Thursday, December 7, 2017 -- More Truck Drivers Needed In Texas In 2018

"Pearl Harbor Day." This is an appropriate place for this story on Carl Vinson -- story sent to me by a reader.

North Dakota wells coming off confidential list today
Thursday, December 7, 2017: 32 for the month; 142 for the quarter
  • 33208, 1,244, Whiting, Evitt 14-12-4TFHX, Truax, Three Forks, 39 stages; 9.3 million lbs; t6/17; cum 90K 10/17;
  • 33134, 1,063, Liberty Resources, T. Haustveit E 156-95-26-3MBH, 27 stages, 8 million lbs, Beaver Lodge, t6/17; cum 99K 10/17;
Getty Center, LA: reports of fire engulfing the Getty Center seem to have been exaggerated. Radio report.

Al Franken update: pending

Jobs report and 4Q17 GDP forecast: link -- better jobs report than expected
  • prior: 238,000
  • consensus forecast: 240,000
  • actual: 236,000
  • 4-week average: 241,500 (down 750)
  • 144th consecutive week claims remained below the 300,000 threshold, which is associated with a strong labor market 
  • nonpayrolls probably increased by 200,000 in November after surging 261,000 in October 
  • GDP Now forecast, December 5, 2017 -- 4Q17 forecast at 3.2%, down from 3.5% on December 1, 2017
Gasoline demand graph: link --

Houston: new US crude oil trading hub; competes with Cushing --WSJ --
  • as US crude oil exports surge, analysts say Houston better reflects oil-price dynamics than Cushing
  • much of the US crude oil destined for export bypasses Cushing completely and goes direct to Houston
  • until recently, the price of WTI in Houston was about the same as the price at Cushing, plus the roughly $2-a-barrel cost of a ride south on a pipeline.
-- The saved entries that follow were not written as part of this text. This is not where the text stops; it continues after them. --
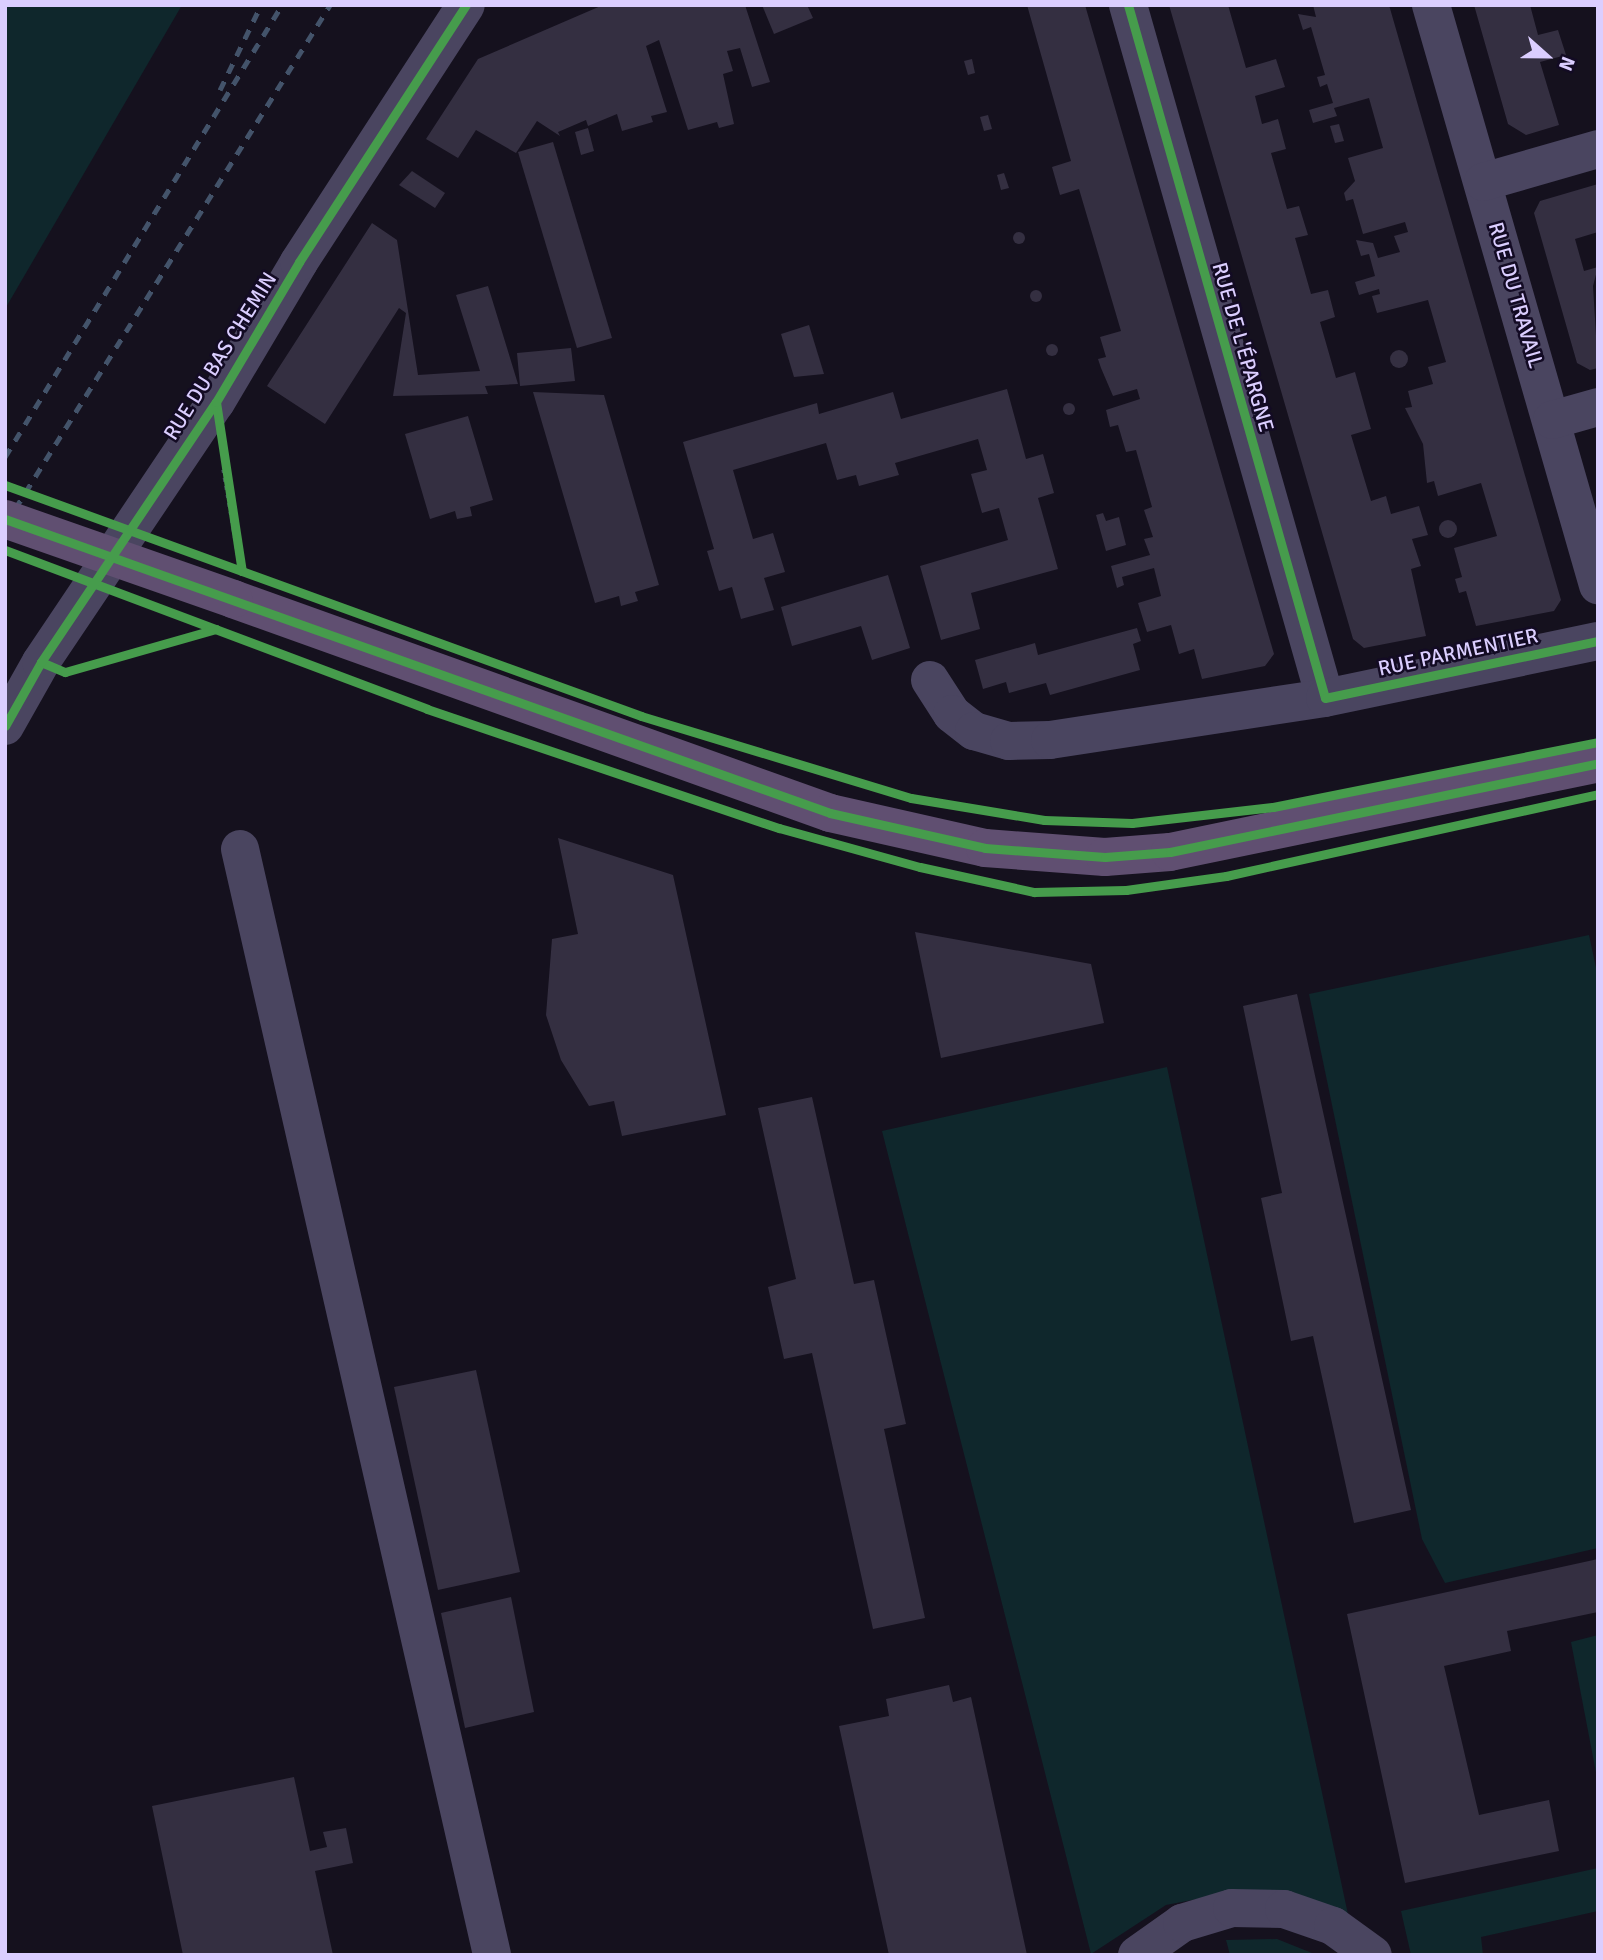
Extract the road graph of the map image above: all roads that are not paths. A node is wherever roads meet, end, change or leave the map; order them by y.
1 (1128, 5) edge
2 (1431, 5) edge
3 (469, 7) edge
4 (1598, 149) edge
5 (1483, 183) junction
6 (1598, 407) edge
7 (1552, 420) junction
8 (5, 519) edge
9 (1598, 585) edge
10 (1598, 641) edge
11 (930, 680) dead end
12 (1325, 698) junction
13 (5, 726) edge
14 (1598, 763) edge
15 (240, 849) dead end
16 (492, 1955) edge
17 (1137, 1955) edge
18 (1373, 1955) edge

1 - 12 street, RUE DE L'ÉPARGNE
2 - 5 street, RUE DU TRAVAIL
3 - 13 street, RUE DU BAS CHEMIN
4 - 5 street
5 - 7 street, RUE DU TRAVAIL
6 - 7 street
7 - 9 street, RUE DU TRAVAIL
8 - 14 main road, bridge
10 - 12 street, RUE PARMENTIER
11 - 12 street, RUE PARMENTIER
15 - 16 street
17 - 18 street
But that difference has widened to more than $5 in recent weeks, as strong overseas demand pushed Houston prices higher.
  • how bad is it?
“Cushing is becoming irrelevant,” said Philip Verleger, an energy economist who helped develop the Nymex oil futures contract in the early 1980s.
  • not everyone agreess
Euan Craik, CEO Americas of Argus Media group, which compiles the Houston prices, said the two benchmarks are complements rather than substitutes. So far, there hasn’t been as much trading in a contract that only tracks Houston prices—most of the futures market activity is still linked to the Cushing price.
GE to cut 12,000 jobs in power business revamp: link here at Reuters -- mostly French, German, Swiss. GE rival Siemens [poster child for wind energy] is cutting about 6,900 jobs (about 2% of its global workforce)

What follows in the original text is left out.